Apenas quanto ao artigo 2º, ao consagrar o princípio do Estado de Direito democrático, no qual se encontra ínsito o da confiança, se poderia conceber a pretendida violação.
Paradigmático desta temática é o que se escreveu no Acórdão nº 303/90 deste Tribunal (publicado em Acórdãos do Tribunal Constitucional, 17º vol., págs. 65):
Neste princípio está, entre o mais, postulada uma ideia de protecção da confiança dos cidadãos e da comunidade na ordem jurídica e na actuação do Estado, o que implica um mínimo de certeza e de segurança no direito das pessoas e nas expectativas que a elas são juridicamente criadas.
Por isso, a normação que, por sua natureza, obvie, de forma intolerável, arbitrária ou demasiado opressiva àqueles mínimos de certeza e segurança que as pessoas, a comunidade e o direito têm de respeitar, como dimensões essenciais do Estado de direito democrático, terá de ser entendida como não consentida pela lei básica.
[...]
Daí que se possa falar em que os cidadãos tenham, fundadamente, a expectativa na manutenção de situações de facto já alcançadas como consequência do direito em vigor.

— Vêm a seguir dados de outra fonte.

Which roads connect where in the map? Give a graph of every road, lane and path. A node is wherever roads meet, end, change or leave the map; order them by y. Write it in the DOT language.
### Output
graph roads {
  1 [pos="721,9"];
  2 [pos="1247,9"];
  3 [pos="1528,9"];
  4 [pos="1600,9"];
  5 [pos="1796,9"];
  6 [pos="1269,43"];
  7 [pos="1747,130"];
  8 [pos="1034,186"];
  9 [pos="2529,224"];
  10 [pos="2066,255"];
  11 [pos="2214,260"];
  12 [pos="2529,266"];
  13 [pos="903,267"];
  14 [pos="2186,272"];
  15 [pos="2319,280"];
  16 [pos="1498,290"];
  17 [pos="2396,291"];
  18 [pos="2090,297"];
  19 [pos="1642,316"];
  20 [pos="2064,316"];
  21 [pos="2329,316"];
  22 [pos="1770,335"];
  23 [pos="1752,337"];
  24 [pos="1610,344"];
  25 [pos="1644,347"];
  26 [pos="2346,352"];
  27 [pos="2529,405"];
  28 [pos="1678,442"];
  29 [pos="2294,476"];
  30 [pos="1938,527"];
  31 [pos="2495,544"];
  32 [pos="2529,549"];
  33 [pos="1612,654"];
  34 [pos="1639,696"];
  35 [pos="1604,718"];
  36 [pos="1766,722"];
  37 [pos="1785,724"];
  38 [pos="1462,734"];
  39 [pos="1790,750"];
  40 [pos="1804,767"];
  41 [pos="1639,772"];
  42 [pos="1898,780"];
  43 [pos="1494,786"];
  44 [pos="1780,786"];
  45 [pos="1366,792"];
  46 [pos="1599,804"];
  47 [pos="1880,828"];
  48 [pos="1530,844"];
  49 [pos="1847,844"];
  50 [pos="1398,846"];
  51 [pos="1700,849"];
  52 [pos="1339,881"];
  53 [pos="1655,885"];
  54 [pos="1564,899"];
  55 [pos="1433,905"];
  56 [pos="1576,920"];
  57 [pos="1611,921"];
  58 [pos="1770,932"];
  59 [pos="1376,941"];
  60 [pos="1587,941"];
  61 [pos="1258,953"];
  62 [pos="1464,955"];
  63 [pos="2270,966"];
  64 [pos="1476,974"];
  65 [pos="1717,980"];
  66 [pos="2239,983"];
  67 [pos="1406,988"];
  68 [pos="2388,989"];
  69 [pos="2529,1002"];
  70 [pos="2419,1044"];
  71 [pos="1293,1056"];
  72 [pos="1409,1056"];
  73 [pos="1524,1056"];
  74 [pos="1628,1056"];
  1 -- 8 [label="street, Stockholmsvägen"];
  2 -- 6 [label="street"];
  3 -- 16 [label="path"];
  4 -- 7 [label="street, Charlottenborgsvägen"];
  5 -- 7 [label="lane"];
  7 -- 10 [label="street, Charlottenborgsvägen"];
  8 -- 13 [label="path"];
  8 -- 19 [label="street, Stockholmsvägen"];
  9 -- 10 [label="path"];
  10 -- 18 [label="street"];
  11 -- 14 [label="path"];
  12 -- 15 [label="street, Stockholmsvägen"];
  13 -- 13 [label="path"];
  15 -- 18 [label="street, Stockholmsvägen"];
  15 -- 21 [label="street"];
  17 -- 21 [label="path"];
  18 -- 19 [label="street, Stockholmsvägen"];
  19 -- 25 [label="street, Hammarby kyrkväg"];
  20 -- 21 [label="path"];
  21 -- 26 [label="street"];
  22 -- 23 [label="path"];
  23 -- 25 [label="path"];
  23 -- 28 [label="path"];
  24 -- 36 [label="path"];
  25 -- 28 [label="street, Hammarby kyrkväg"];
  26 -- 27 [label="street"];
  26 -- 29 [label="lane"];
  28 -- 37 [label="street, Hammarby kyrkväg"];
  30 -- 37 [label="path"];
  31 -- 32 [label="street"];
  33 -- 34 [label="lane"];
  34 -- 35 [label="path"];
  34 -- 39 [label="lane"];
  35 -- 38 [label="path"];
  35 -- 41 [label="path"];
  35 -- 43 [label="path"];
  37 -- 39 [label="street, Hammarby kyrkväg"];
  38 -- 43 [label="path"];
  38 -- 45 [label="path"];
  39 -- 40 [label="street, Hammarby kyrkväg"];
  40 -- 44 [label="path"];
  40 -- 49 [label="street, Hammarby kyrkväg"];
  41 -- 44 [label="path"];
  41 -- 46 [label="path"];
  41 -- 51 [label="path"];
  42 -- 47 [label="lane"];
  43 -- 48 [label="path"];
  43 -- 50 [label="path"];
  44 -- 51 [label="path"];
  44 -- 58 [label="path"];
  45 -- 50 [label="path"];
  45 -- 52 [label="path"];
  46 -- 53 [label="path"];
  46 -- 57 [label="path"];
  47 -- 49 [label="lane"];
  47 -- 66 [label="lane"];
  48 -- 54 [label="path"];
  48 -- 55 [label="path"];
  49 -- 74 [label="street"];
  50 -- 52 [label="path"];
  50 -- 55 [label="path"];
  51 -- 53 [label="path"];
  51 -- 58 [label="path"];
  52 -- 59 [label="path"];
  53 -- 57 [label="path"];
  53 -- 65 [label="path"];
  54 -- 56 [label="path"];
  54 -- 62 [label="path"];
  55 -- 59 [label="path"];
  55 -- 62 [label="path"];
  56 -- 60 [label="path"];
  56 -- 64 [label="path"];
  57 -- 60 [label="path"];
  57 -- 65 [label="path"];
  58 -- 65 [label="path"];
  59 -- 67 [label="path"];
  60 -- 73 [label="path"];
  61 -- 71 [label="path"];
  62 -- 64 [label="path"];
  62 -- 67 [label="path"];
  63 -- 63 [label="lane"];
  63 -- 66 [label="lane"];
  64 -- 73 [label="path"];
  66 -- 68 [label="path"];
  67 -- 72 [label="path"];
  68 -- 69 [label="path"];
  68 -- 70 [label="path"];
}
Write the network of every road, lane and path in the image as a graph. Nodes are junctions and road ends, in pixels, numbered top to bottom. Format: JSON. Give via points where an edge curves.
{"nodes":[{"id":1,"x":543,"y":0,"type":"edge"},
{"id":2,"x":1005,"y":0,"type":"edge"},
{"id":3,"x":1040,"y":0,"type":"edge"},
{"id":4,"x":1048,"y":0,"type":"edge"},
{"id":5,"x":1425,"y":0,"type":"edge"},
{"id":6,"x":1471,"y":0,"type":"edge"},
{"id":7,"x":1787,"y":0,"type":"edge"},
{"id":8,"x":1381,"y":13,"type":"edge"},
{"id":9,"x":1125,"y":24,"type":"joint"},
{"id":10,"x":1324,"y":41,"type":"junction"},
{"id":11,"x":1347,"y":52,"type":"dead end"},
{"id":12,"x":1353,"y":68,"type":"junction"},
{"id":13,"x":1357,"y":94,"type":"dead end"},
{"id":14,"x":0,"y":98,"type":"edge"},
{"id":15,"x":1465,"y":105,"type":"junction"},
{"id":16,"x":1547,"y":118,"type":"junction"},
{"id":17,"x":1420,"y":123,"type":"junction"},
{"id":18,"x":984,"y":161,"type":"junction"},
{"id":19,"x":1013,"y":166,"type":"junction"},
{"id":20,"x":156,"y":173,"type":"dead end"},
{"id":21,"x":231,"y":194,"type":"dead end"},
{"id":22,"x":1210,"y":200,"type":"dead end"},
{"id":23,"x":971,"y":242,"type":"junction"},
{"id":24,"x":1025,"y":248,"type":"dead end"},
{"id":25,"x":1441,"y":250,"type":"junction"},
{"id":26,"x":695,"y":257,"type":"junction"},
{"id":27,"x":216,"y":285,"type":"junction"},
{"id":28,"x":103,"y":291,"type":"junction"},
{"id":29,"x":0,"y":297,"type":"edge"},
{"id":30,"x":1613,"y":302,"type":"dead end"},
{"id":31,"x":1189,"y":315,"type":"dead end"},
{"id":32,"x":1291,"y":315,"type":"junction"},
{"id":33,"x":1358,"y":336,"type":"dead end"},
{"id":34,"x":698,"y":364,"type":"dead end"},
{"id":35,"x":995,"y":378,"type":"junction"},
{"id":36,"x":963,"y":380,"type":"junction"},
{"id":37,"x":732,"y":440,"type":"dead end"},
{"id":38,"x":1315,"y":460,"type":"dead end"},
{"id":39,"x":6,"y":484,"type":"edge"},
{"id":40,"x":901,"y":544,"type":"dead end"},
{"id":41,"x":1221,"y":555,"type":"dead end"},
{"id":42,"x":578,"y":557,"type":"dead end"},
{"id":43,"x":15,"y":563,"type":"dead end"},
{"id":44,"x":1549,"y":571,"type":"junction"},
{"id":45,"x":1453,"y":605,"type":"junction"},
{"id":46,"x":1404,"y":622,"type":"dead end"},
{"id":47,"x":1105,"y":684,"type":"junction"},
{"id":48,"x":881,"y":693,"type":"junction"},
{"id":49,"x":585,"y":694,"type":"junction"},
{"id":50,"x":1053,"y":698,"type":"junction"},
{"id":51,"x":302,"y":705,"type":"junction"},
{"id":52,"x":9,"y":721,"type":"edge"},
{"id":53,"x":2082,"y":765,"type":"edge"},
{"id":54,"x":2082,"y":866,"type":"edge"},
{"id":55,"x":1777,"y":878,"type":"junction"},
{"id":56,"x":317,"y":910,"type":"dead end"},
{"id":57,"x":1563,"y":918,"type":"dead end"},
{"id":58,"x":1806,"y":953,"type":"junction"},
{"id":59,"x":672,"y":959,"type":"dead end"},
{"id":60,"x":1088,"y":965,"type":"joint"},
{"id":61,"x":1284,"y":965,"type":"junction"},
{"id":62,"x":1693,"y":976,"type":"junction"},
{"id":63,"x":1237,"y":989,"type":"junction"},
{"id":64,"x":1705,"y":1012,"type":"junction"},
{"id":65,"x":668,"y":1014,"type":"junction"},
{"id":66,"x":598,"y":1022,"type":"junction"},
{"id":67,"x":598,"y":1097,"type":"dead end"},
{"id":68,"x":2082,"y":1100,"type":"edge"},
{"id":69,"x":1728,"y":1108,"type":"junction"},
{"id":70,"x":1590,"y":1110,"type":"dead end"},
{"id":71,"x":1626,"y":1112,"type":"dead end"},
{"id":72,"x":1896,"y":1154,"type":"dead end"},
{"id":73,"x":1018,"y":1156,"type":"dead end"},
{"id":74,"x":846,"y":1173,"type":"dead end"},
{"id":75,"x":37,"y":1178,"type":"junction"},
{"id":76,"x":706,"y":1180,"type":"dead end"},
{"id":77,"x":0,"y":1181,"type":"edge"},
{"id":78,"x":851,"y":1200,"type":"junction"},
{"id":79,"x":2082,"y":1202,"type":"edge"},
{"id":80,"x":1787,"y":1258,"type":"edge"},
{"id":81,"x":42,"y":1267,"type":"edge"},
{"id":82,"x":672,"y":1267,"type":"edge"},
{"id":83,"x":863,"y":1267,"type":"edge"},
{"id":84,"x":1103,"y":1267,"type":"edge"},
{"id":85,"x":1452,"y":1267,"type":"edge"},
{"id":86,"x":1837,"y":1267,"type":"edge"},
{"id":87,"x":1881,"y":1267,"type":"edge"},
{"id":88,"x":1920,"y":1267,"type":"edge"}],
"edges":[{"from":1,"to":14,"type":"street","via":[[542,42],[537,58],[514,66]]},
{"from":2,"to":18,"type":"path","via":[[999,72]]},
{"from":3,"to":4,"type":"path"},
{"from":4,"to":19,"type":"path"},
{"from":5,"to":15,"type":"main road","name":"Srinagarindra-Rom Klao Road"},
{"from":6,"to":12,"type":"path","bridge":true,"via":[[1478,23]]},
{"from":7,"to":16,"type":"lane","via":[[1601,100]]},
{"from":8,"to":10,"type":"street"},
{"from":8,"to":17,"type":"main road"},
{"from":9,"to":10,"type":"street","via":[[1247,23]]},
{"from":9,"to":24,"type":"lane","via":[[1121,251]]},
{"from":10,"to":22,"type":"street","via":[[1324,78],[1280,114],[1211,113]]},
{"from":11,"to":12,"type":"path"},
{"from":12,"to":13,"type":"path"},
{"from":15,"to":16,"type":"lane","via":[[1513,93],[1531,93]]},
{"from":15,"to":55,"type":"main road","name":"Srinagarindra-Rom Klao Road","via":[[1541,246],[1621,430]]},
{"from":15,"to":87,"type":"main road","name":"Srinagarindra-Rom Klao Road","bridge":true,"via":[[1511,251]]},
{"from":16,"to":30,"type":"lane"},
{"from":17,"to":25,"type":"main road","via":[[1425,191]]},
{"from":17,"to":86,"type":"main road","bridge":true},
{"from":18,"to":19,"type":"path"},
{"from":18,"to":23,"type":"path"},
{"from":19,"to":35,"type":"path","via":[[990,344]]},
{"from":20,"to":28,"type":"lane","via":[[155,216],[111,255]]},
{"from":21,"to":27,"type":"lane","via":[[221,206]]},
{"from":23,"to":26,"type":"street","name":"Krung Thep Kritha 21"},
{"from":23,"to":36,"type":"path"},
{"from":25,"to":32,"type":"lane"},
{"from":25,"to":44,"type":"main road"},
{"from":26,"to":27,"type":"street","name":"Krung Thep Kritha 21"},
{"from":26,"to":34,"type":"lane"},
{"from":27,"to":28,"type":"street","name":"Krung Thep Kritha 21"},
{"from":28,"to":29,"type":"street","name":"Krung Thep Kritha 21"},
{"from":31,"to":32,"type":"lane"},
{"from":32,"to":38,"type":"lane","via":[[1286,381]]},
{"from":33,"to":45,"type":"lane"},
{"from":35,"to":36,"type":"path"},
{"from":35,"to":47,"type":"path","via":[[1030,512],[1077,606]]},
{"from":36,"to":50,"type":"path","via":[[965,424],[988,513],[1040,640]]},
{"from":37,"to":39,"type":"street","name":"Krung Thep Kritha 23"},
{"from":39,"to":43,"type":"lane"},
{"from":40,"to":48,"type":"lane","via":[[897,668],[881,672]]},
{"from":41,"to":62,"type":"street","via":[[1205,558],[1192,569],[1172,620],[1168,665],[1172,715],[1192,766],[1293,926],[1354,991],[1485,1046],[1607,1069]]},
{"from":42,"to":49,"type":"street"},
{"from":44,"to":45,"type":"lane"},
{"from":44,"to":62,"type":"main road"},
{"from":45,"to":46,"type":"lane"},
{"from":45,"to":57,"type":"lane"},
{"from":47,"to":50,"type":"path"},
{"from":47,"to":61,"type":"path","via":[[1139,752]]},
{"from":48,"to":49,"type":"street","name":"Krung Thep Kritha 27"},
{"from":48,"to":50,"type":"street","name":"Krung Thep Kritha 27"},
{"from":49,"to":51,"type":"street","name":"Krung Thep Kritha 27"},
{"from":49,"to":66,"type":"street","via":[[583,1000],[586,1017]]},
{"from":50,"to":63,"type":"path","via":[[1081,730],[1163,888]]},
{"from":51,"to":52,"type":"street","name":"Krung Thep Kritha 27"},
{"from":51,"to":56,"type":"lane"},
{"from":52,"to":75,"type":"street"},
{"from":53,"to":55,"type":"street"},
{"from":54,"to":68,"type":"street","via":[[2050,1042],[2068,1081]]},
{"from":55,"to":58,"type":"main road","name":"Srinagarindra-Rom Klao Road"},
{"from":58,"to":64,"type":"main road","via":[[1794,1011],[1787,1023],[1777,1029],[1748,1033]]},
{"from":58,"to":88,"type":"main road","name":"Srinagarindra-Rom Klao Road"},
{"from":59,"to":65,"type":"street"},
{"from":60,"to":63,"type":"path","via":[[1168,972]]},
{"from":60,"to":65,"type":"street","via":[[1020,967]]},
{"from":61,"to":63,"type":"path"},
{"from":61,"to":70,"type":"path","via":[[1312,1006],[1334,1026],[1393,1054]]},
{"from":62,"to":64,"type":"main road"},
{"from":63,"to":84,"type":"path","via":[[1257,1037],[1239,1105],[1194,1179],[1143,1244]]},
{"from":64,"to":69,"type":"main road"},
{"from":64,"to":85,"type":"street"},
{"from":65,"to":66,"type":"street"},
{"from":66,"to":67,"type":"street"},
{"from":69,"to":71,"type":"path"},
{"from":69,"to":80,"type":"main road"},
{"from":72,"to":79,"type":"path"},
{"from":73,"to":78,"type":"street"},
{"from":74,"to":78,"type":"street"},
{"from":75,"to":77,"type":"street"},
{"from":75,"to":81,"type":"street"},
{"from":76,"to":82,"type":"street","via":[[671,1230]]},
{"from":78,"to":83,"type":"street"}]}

Mas, se não obstante esse alcance, normação posterior vier, acentuada ou patentemente, alterar o conteúdo dessas situações, é evidente que a confiança dos cidadãos no ordenamento jurídico ficará fortemente abalada, frustrando a expectativa que detinham da anterior tutela conferida pelo
«direito».
[...]
A questão residirá, assim, em saber se aquela afectação se reveste de jeito inadmissível, arbitrário ou excessivamente oneroso, sendo que o primeiro daqueles modos - a inadmissibilidade -, se é implicante de uma mudança na ordem jurídica, com repercussão nas situações de facto já alcançadas, com a qual, razoável e normalmente, os cidadãos destinatários das normas preexistentes e das que operaram a modificação, não podiam e deviam contar, terá também de ser completado com a circunstância de a mutação normativa afectadora das expectativas não ter sido imposta por prossecução ou salvaguarda de outros direitos ou interesses constitucionalmente protegidos e que, na dicotomia com os afectados, se postem em grau tal que lhes confira prevalência, pois, se não se postarem, haverá então falta de proporcionalidade e, logo, uma forma de arbítrio.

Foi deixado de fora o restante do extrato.